City Nature Challenge
Friday 24th - Monday 27th April

The City Nature Challenge (CNC2020) is a global bioblitz competition to get the most people recording, the most records and the highest number of different species recorded across one weekend in April.

People in regions across the world will take part by logging their sightings on the iNaturalist platform with a view to recording as much wildlife as they can!

How do I take part?

Taking part is really easy. All you need to do is sign-up for an account on iNaturalist and start logging your sightings. Watch the video below for more information.

Where is the City Nature Challenge happening in our area?
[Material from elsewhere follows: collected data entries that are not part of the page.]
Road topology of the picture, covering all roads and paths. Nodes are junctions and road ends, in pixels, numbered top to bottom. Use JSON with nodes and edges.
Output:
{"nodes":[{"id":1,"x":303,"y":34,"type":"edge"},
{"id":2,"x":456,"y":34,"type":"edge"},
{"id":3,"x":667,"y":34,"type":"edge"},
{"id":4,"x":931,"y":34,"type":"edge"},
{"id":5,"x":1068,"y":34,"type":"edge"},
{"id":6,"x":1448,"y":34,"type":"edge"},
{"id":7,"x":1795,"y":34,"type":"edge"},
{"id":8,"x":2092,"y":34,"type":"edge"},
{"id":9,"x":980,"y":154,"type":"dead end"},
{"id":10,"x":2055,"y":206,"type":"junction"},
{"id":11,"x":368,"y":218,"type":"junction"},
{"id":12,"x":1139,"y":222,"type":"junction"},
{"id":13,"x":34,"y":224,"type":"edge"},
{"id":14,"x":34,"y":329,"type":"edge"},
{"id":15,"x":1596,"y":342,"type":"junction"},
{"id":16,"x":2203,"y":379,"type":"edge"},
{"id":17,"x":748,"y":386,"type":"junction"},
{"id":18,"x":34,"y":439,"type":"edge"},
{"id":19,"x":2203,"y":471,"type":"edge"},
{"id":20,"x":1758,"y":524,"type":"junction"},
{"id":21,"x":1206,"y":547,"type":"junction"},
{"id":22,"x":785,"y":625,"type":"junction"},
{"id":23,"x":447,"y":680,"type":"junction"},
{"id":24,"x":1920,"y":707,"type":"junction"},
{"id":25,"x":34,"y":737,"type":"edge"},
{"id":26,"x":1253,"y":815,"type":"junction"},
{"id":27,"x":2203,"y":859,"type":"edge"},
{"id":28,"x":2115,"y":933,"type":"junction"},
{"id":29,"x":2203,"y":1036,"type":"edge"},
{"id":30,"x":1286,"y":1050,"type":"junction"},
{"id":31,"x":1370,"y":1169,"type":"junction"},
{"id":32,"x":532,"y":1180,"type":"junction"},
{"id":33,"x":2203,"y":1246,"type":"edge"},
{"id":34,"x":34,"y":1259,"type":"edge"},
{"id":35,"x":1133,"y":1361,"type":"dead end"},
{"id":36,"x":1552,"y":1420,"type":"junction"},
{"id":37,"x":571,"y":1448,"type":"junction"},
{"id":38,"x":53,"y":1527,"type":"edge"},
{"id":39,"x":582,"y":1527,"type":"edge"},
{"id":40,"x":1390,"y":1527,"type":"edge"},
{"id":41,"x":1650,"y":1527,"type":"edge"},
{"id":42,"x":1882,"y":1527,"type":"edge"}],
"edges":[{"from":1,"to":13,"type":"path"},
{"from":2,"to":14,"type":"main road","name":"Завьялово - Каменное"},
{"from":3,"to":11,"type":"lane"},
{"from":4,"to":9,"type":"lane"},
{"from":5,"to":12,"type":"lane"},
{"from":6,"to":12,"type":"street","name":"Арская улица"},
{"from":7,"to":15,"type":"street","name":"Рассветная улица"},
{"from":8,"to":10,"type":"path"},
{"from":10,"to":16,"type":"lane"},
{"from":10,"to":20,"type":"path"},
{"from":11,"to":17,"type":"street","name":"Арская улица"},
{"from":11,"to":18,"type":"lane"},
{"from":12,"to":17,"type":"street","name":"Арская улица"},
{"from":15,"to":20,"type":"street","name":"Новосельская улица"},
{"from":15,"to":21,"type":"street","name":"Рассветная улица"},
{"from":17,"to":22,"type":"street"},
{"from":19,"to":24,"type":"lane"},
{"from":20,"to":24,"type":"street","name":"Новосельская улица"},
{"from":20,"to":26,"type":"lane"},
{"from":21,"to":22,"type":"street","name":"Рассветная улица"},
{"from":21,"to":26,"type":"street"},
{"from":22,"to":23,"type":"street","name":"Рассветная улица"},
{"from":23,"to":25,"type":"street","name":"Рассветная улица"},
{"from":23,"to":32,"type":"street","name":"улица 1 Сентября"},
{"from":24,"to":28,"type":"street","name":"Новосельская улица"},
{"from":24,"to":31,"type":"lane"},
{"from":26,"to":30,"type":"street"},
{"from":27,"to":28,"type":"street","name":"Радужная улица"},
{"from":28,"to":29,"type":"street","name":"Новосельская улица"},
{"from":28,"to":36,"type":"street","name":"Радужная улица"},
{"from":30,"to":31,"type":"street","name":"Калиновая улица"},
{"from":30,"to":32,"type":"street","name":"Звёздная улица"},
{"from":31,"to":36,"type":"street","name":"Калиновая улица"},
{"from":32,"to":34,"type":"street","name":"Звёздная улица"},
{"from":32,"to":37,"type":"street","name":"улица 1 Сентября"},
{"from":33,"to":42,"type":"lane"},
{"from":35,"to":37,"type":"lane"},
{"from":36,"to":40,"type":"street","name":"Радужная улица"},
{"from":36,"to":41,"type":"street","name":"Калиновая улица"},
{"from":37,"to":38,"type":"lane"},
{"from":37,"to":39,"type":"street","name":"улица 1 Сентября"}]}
The map below shows the “city” region covered by CNC North East England 2020.  You can see it extends from the Scottish border, along the Cumbrian border to the border with North Yorkshire in the South and 10km into the North Sea.  There’ll be some events taking place over the weekend, so be sure to follow us on Facebook to keep up with the latest events, don’t worry though, you don’t need to attend an event to take part.

You can log you sightings anywhere – Gardens, parks, nature reserves – even in the sea!

All you need to do is:

1. Download the iNaturalist app

Download the free phone app and create an account.  There is a website version too.

2. Find wildlife and photograph or make a sound recording of what you find.

Any wildlife, plants, animals or fungi and even evidence of wildlife, like tracks and feathers counts.

3. Upload your observations

Make sure you upload your observations to the iNaturalist app by Sunday 3 May.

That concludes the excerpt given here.